Continued article from the The Behavioral Measurement Letter, Vol. 6, No.1 Winter 1999

Measurement Modeling: Identifying the Constructs Underlying the Center for Epidemiologic Studies Depression Scale (CES-D)

Fred B. Bryant, PhD

 

In a previous column (Bryant, 1998), I described a powerful, new data-analytic approach to construct validation known as “measurement modeling.” This approach uses state-of-the-art multivariate statistical tools to systematically compare alternative ways of conceptualizing the constructs that a particular research instrument taps. By fine-tuning our understanding of what instruments actually measure, measurement modeling: (a) better enables one to choose the most appropriate instruments for the intended purpose; (b) improves conceptual clarity by identifying constructs that are truly unitary and by decomposing multidimensional constructs into their constituent parts; (c) highlights gaps in measurement coverage for instrument development; (d) often leads to refinements in existing instruments, creating modified measures with improved conceptual and statistical precision; and (e) identifies how to score responses to instruments so as to capture the underlying construct(s) with maximum reliability. In the present column, I describe a published example of measurement modeling (Sheehan, Fifield, Reisine, & Tennen, 1995) that was conducted on one of the most popular measures of distress used in the behavioral sciences, the Center for Epidemiologic Studies Depression Scale (the CES-D; National Institute of Mental Health, 1977; Radloff, 1977). Here I describe how the researchers used measurement modeling to improve understanding and future use of the CES-D.

To review the basics as I covered them in previous columns (Bryant, 1997, 1998), measurement modeling, also known as confirmatory factor analysis, is a special form of structural equation modeling that investigates the “structure” underlying a set of measures collected from a group of people. “Structure” refers to the ways in which responses to the individual measures interrelate (if they do) to define one or more underlying constructs (factors).
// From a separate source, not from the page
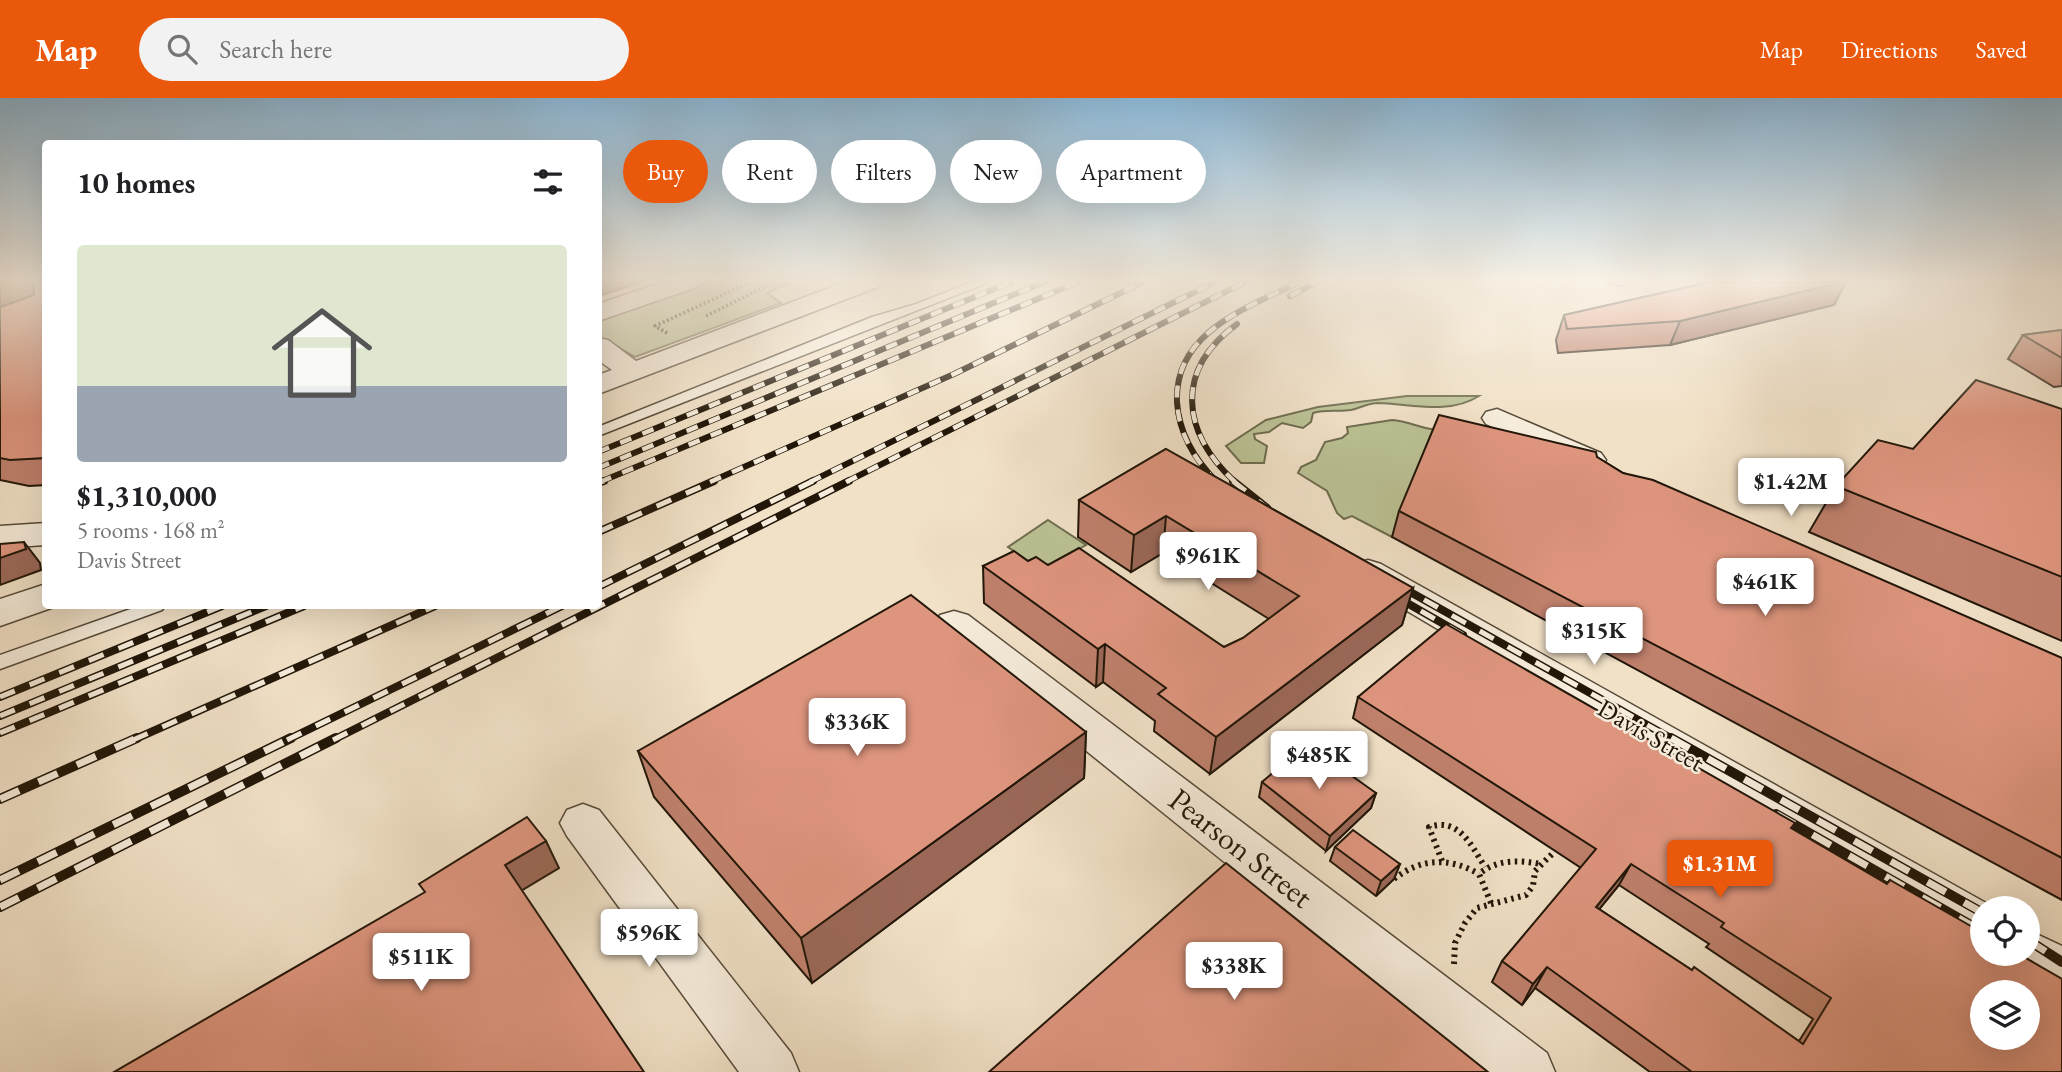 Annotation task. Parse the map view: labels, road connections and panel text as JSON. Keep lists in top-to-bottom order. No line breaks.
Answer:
{"streets":{"street":["Davis Street","Pearson Street"]},"page":{"header":"Map","search":"Search here","nav":["Map","Directions","Saved"],"chip":["Buy","Rent","Filters","New","Apartment"],"heading":"10 homes","list":[{"name":"$1,310,000","note":"5 rooms · 168 m² · Davis Street"}],"price":["$1.42M","$961K","$461K","$315K","$336K","$485K","$1.31M","$596K","$511K","$338K"]}}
Questions that strongly reflect a particular factor are said to have strong “loadings” on that factor or to “load” highly on that factor. In other words, each question’s loading on a particular factor indicates how strongly that question defines the underlying construct that that factor taps. Thus, through measurement modeling, researchers can: (a) determine the appropriate number of constructs or factors underlying responses to a set of measures; (b) determine how these factors relate to one another; (c) quantify how strongly each measure characterizes each underlying factor, thereby pinpointing the specific subsets of questions that define the constructs; and (d) interpret the meaning of each factor in order to label each construct in theory-relevant terms. Moreover, measurement modeling enables researchers to compare competing models of the constructs that an instrument assesses, determine which model best explains responses to the instrument, and test whether the structure of responses to an instrument is stable across multiple groups or multiple time points.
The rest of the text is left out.